26 outubro 2011

Terapia


- Boa tarde, eu sou doutor Silveira, pelo que li aqui em sua ficha, você é o Paulo, correto?

- Correto, doutor.

- Então, Paulo, por que fazer terapia?

- Eu pensei que você fosse me dizer isto, afinal, não sou eu que recebo por estar aqui...

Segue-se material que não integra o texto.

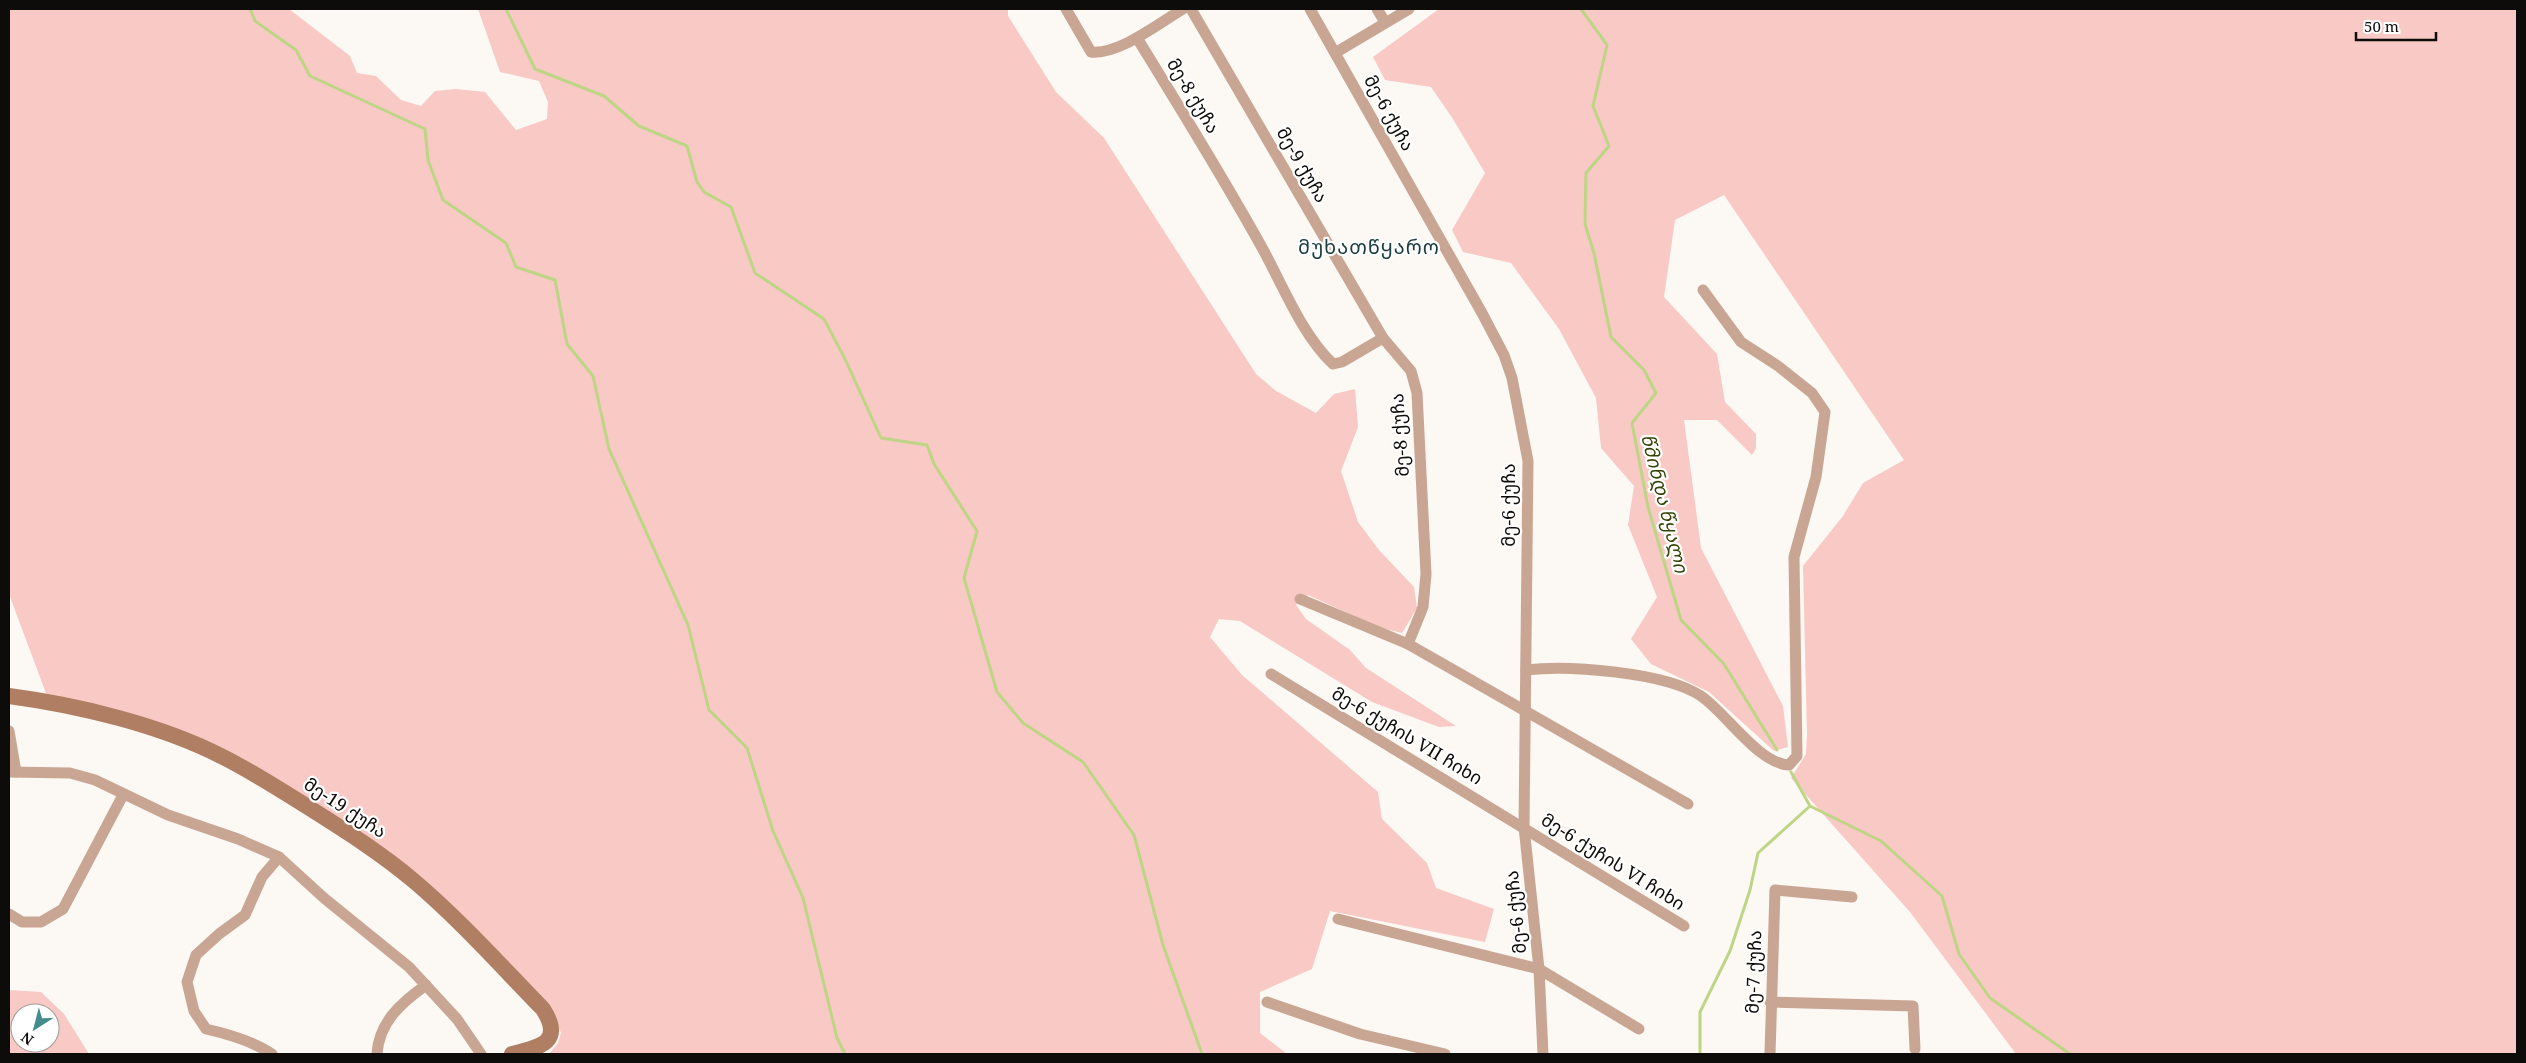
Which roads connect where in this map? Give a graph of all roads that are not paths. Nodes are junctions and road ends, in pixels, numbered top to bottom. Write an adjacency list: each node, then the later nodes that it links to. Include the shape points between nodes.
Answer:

(Cinco minutos de silêncio)

- Então, o que te atormenta

- Nada.

- Nada?

- Não exatamente.

- Hum.

- Doutor, não sei mais o que fazer. É uma garota. É a garota.

- Fale-me sobre ela.

- É a guria do ônibus, doutor. Ela está me enlouquecendo, doutor, eu não agüento mais.

- Siga...

- Ela parecia ser a coisa mais linda do mundo, aquele sorriso mascarado, escondido, tentando disfarçar, o jeito solto de rir, aquele jeito meigo de se aproximar...

- E por que você não a agüenta mais?

- Doutor, era tudo mentira! Ela é uma ciumenta! Ela tem ciúme das minhas amigas, das minhas primas, até da minha irmãzinha ela tem ciúmes!? Encana com o meu futebol de Domingo, não pára de falar que eu a troco pelos meus amigos...

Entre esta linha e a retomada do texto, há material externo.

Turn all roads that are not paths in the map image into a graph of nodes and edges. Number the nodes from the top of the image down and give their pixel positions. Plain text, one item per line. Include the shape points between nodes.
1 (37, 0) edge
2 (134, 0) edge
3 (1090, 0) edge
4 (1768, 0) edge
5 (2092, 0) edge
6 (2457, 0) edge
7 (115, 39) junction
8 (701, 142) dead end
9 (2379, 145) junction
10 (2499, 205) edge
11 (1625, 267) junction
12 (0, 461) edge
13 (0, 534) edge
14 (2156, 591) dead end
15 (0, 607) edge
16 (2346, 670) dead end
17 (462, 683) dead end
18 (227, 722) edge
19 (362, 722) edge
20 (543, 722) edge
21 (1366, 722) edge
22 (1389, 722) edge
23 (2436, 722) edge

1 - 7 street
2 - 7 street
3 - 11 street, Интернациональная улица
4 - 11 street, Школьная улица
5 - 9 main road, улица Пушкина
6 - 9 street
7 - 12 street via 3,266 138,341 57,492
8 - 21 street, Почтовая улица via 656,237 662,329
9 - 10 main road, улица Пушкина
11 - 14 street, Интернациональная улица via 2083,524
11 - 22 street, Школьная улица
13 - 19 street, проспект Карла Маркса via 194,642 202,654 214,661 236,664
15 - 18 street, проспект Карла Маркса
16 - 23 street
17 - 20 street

- Bem, o ciúme dela realmente não é normal, mas vocês já tentaram conversar? Com certeza ela tem algumas qualidades também, então será que não seria o caso de tentar contornar esse ciúme todo?

- Sim... Ela tem qualidades. Ela tem um bom gosto musical, nós temos boas conversas, ela cozinha muito bem, se interessa bastante por mim...

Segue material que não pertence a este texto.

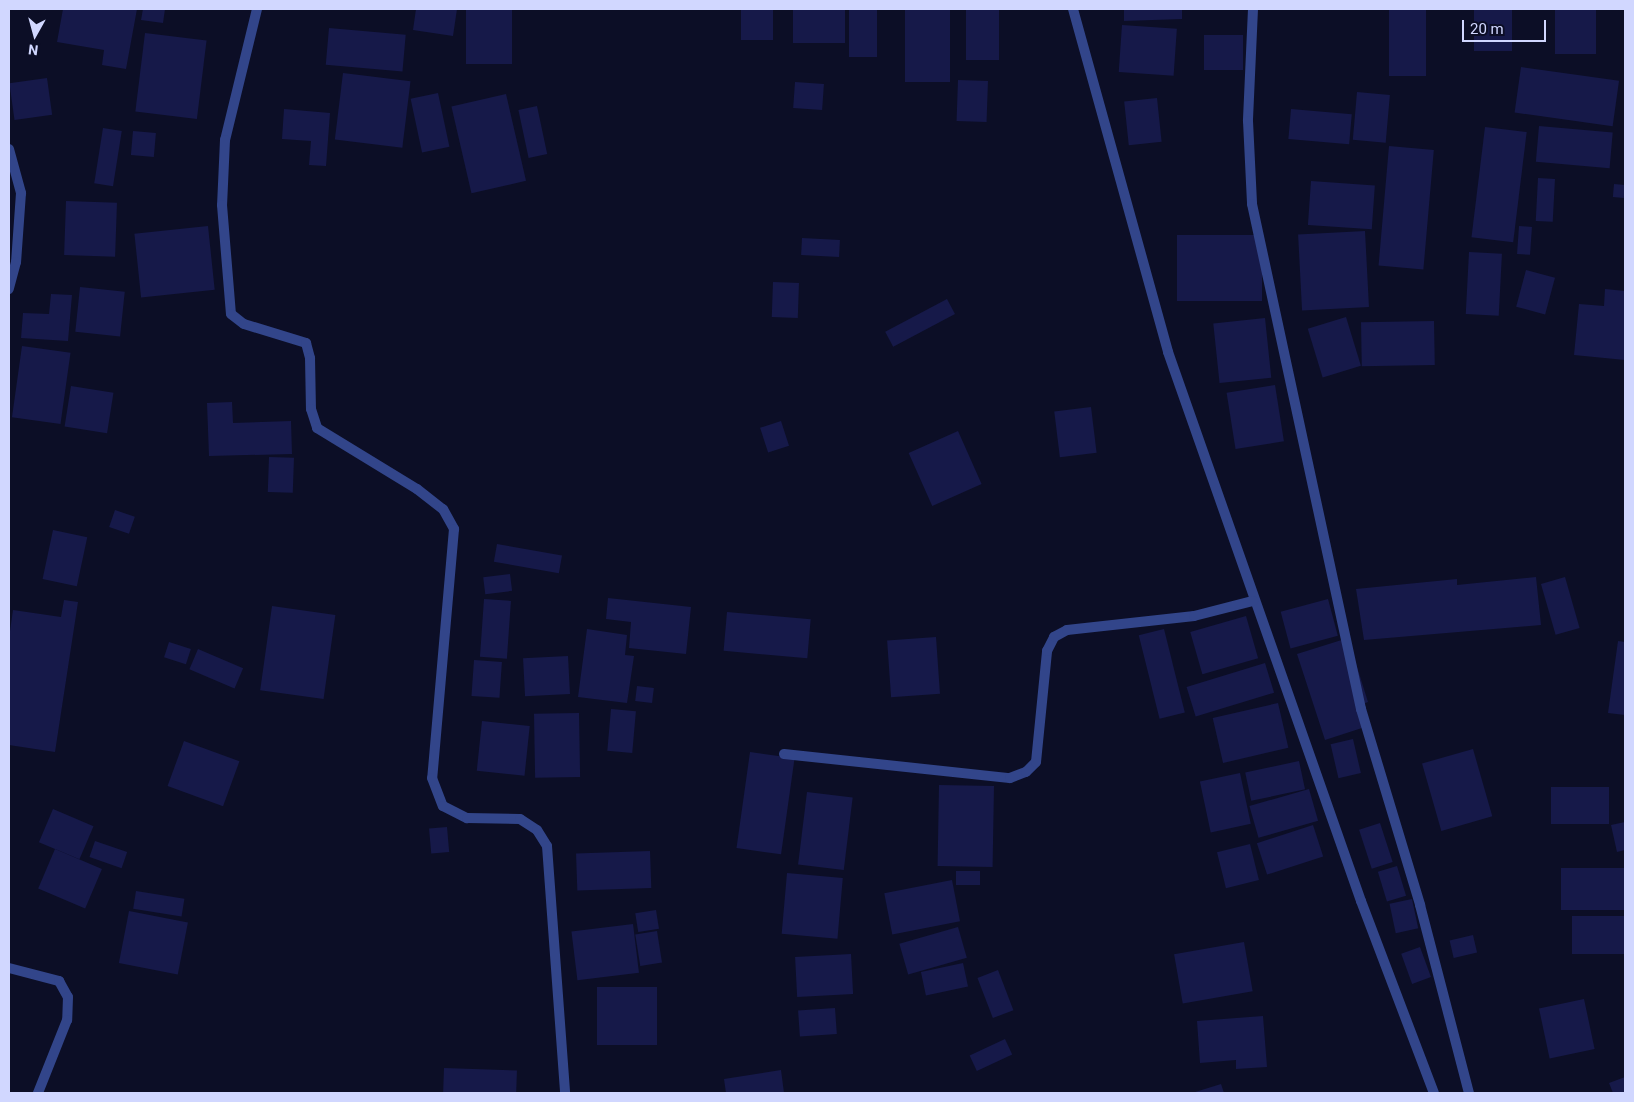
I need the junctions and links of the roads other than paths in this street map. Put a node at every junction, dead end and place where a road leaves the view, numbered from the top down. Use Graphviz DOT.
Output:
graph roads {
  1 [pos="257,9"];
  2 [pos="1073,9"];
  3 [pos="1253,9"];
  4 [pos="9,149"];
  5 [pos="9,289"];
  6 [pos="1253,600"];
  7 [pos="784,754"];
  8 [pos="9,968"];
  9 [pos="38,1093"];
  10 [pos="565,1093"];
  11 [pos="1434,1093"];
  12 [pos="1469,1093"];
  1 -- 10 [label="street"];
  2 -- 6 [label="street"];
  3 -- 12 [label="street"];
  4 -- 5 [label="street"];
  6 -- 7 [label="street"];
  6 -- 11 [label="street"];
  8 -- 9 [label="street"];
}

- Viu só, não é o fim do mundo!

- Doutor, me escuta, é o fim do mundo sim! Ela é meio doida. Às vezes ela enlouquece e inventa de querer discutir a relação e vive fazendo aquelas perguntas fatais...

- Perguntas fatais?

- Doutor, o senhor é casado?

- Sou.

- Então, não há como você não saber...

- Não?

- Claro que não! Sua esposa já perguntou ao senhor se está gorda? Já encanou alguma vez quando o senhor disse “Meu bem, como você está bonita HOJE”? Ou “O que você acha desse vestido”? Ainda o “Você acha minha amiga bonita”?

- Huuuuum... Sim, entendo. Realmente, são perguntas fatais. Nem gosto de lembrar, ontem à noite a Débora me perguntou o que eu achava da mãe dela passar alguns dias conosco...

- Nossa, doutor, não sabia que o senhor também sofria com isto!?

- Rapaz, todos nós sofremos.

- Então, doutor, a pior parte é a confusão, sabe? Às vezes eu não sei se a odeio, se a amo, o que realmente sinto por essa bendita!?

- Fale mais.

- Quando ela não está perto, eu sinto saudades, sabe, a falta mesmo, a presença dela já faz um marco em minha vida. Mas quando ela chega, ela me enche de ódio, de raiva, fica tirando as coisas do lugar, reclama que o meu quarto está uma zona, que eu deveria levar as roupas para o cesto de roupa suja e não fazer o meu montinho ao lado da cama. Reclama que tem muita coisa na mesa do computador, que eu rabisco os livros... Eu praticamente quero esganá-la e jogá-la pela janela.

- A Débora também faz isto comigo. Eu sei como é. Dá vontade de tapar a boca dela com um pote de formol, para que ela apague por alguns dias, até que esse encosto saía dela.

- É doutor. Mas sabe... Depois isso passa, ela senta na minha frente e abre aquele sorriso e não tem como não me derreter. Eu odeio como ela faz o meu ódio desaparecer, não dá pra ficar bravo com ela; ela simplesmente faz tudo sumir, o céu estava cinza, ela olha lá pra fora e vem um arco-íris.

- Vem cá e como é o nome dela?

- O nome dela? Bem, isso eu não sei.

- Como não sabe?

- Então, doutor, ela existe. Mas tudo isso que eu te falei nunca aconteceu.

- Não?

- É que todo dia eu pegava um ônibus pela manhã, bem cedo. Ela estava lá. E eu a olhava, ela me olhava, mas eu sempre fui muito tímido, então, nunca sentei ao lado dela, nunca tive a coragem de dizer um “oi” sequer, nem jogar aquelas conversas fiadas de “como o tempo está feio hoje”. E agora, nem eu, nem ela pegamos aquele ônibus e eu acho que perdi uma das maiores oportunidades de minha vida.

- Então, o seu problema é frustração...

- Não, doutor. Não sei se o senhor percebeu, mas o meu problema é com a imaginação, um tanto quanto fértil... E alguém que imagina esse tipo de coisa precisa de terapia, não acha?